By Thomas Miang-Perez  

2025/2026 

 

The New Reality Of The American Market 

For decades, the design community has embraced a reassuring belief: that great design, if executed with enough integrity, heritage, and craftsmanship, will naturally find its way in the world. It is a comforting idea, almost a moral one, rooted in the notion that originality is self-evident and that authenticity carries its own momentum. 

But in the American market today, this idea is increasingly untrue. Good design is still essential, but it is no longer sufficient. And for brands entering the United States, whether from Europe, Asia, Latin America, or even from within America itself, understanding this shift is no longer optional. It is the difference between relevance and obscurity. 

As I often find myself saying, “Good design is the starting point, but it is no longer the winning argument.” 

The United States design landscape has quietly divided into two distinct lanes. The first still celebrates the small and the singular, the independent studios, the makers, the ateliers, the innovators whose ideas push culture forward. Their contributions remain vital. But the second lane, the lane of growth and long-term relevance, is now shaped by criteria that have little to do with aesthetics. In this lane, design alone does not carry a company. Infrastructure does. 

Retailers, many of them excellent, forward thinking, and creatively ambitious, no longer choose partners based solely on product quality. They choose them based on operational reliability. A beautiful object that arrives late is not a luxury; it is a liability. A handcrafted piece that is consistently out of stock does not inspire confidence, it erodes it. A brand that cannot meet an exceptional level of service, will not scale, regardless of how poetic its origin story may be. 

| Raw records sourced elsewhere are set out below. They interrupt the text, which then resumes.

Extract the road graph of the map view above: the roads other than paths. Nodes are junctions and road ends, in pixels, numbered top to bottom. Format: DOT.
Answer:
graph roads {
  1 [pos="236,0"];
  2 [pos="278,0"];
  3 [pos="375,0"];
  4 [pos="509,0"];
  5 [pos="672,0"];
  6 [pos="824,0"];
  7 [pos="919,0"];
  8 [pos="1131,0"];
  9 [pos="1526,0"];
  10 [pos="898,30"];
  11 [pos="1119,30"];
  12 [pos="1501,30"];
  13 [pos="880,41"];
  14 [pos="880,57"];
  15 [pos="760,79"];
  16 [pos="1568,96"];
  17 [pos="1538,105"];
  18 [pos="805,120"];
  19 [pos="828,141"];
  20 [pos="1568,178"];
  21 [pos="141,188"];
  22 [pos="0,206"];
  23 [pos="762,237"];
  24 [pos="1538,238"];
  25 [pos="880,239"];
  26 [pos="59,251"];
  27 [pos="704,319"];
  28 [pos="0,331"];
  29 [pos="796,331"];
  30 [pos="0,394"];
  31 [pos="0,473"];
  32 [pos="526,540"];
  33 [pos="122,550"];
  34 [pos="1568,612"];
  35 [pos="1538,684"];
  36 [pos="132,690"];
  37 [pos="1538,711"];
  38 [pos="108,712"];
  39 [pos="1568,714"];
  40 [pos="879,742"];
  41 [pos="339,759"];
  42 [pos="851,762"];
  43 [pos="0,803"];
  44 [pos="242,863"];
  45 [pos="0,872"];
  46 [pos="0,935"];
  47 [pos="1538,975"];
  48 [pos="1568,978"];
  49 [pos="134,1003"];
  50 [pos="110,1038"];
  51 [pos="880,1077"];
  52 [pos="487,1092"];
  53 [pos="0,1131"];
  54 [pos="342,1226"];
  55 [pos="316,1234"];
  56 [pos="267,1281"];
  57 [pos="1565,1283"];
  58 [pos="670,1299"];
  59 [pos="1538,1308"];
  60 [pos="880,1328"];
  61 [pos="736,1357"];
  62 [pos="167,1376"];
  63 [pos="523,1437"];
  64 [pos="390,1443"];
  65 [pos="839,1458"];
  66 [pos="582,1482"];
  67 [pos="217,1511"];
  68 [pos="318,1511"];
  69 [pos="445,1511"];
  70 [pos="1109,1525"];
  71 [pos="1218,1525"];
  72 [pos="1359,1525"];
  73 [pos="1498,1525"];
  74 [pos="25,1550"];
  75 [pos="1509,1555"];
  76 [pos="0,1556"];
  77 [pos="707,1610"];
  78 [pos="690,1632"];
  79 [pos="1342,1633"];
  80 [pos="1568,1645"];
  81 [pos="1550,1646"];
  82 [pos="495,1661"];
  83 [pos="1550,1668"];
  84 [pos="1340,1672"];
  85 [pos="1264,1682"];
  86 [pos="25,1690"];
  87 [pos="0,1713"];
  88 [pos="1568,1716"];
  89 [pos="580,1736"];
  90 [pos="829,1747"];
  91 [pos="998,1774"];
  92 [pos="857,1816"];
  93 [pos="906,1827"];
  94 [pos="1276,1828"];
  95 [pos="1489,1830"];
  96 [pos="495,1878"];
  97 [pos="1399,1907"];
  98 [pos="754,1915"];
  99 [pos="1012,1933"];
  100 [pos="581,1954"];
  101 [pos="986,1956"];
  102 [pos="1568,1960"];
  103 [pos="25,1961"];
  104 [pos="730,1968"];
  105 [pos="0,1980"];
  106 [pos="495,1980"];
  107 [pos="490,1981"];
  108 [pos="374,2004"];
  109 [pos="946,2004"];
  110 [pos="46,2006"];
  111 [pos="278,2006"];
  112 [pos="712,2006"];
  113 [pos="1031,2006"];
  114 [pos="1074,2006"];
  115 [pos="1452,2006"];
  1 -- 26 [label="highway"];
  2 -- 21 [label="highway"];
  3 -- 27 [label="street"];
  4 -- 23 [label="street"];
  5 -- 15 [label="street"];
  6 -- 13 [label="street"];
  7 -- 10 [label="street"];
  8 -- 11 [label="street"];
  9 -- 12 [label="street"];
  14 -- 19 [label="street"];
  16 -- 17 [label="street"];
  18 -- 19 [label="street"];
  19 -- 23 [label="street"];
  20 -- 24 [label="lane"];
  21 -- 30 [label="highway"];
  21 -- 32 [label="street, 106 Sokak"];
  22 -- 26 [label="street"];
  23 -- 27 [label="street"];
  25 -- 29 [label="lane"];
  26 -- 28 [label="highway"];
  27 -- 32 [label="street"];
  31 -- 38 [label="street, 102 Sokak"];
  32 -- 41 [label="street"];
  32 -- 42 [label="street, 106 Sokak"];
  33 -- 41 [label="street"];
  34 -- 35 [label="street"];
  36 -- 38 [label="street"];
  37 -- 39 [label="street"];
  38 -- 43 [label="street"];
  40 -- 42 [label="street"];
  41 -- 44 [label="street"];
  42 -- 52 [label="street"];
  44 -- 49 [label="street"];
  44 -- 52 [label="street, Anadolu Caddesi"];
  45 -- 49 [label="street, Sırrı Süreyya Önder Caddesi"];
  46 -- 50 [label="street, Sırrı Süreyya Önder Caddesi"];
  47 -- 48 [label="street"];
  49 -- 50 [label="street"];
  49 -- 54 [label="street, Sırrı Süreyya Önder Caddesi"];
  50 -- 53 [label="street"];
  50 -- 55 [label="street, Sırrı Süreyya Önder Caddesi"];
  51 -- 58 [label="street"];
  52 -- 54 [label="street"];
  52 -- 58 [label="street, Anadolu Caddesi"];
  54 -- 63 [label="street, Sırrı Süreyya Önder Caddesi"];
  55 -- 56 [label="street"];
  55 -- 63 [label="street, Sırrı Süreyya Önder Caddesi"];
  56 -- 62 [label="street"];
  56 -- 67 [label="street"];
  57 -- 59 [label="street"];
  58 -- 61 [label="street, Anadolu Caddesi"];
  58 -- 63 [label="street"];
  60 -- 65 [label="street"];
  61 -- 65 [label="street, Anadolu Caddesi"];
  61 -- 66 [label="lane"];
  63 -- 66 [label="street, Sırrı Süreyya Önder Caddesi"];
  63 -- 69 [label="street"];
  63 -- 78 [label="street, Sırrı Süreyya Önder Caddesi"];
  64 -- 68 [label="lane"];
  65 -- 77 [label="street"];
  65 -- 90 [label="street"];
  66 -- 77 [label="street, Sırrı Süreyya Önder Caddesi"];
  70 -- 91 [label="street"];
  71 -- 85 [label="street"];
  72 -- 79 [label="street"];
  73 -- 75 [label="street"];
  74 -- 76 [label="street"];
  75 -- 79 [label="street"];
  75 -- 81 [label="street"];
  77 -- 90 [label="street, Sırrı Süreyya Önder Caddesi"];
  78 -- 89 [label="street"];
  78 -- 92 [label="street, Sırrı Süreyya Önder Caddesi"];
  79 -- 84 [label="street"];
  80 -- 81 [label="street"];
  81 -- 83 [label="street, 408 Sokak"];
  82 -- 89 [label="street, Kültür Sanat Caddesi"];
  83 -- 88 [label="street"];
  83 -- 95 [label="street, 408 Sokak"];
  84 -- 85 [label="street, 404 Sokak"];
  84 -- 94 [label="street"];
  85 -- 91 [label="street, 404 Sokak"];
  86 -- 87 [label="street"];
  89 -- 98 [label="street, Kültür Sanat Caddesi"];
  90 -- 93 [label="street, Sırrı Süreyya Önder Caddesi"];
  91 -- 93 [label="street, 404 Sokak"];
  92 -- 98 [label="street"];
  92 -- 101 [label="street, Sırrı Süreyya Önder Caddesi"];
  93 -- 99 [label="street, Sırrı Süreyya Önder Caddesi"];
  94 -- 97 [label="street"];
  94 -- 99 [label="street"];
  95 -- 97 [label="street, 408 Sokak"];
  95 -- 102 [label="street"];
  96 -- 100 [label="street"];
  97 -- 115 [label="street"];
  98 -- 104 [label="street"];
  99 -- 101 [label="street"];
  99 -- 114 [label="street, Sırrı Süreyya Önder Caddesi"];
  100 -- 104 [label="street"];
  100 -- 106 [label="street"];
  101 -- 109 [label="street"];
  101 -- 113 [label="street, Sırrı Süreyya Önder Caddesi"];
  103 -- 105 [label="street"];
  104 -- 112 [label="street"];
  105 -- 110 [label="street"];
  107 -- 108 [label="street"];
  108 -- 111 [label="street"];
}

The Mythology of Smallness 

This evolution has also disrupted one of the industry’s most persistent myths: that the smaller a brand is, the more authentic it must be, and that scale, by contrast, dilutes purity. It is a seductive narrative, the image of a lone designer scribbling late into the night, untouched by commercial influence. 

But authenticity is not measured in volume, and purity is not diminished by reach. If anything, scale can serve as the ultimate validation. When thousands of households embrace a design, not just a handful of insiders, that is not compromised. That is the strongest proof of concept a designer can receive. The question is not whether a brand should remain small or aim for scale. The question is whether it has the operational maturity to choose. 

In America, operational excellence has become the invisible infrastructure of creative success. You cannot scale on aesthetics; you scale on reliability. And reliability comes from inventory, logistics, customer service, ecommerce infrastructure, warehousing, compliance, communication, and the professional systems that support all of it. These elements are not glamorous. You cannot photograph them or arrange them artfully in a showroom. But they are the foundation beneath every brand that succeeds here. 

The Philosophical Shift: From Storytelling to Purpose 

One of the greatest cultural mismatches European brands face when entering the American market is the assumption that the product speaks for itself. Americans want more than story or heritage. They want clarity. They want service. They want delivery. Heritage provides context, but it does not provide convenience. And convenience is the currency of modern retail. 

This is why many European brands entering the American market quickly discover that their greatest challenge is not design heritage, but translation. Heritage provides context, but it does not provide convenience. And convenience is the currency of modern retail. 

We do not begin conversations by saying a product was designed in 1950 or crafted from certified wood. We begin by saying: “We help you create a Scandinavian home.” Purpose, not pedigree, is what resonates today. 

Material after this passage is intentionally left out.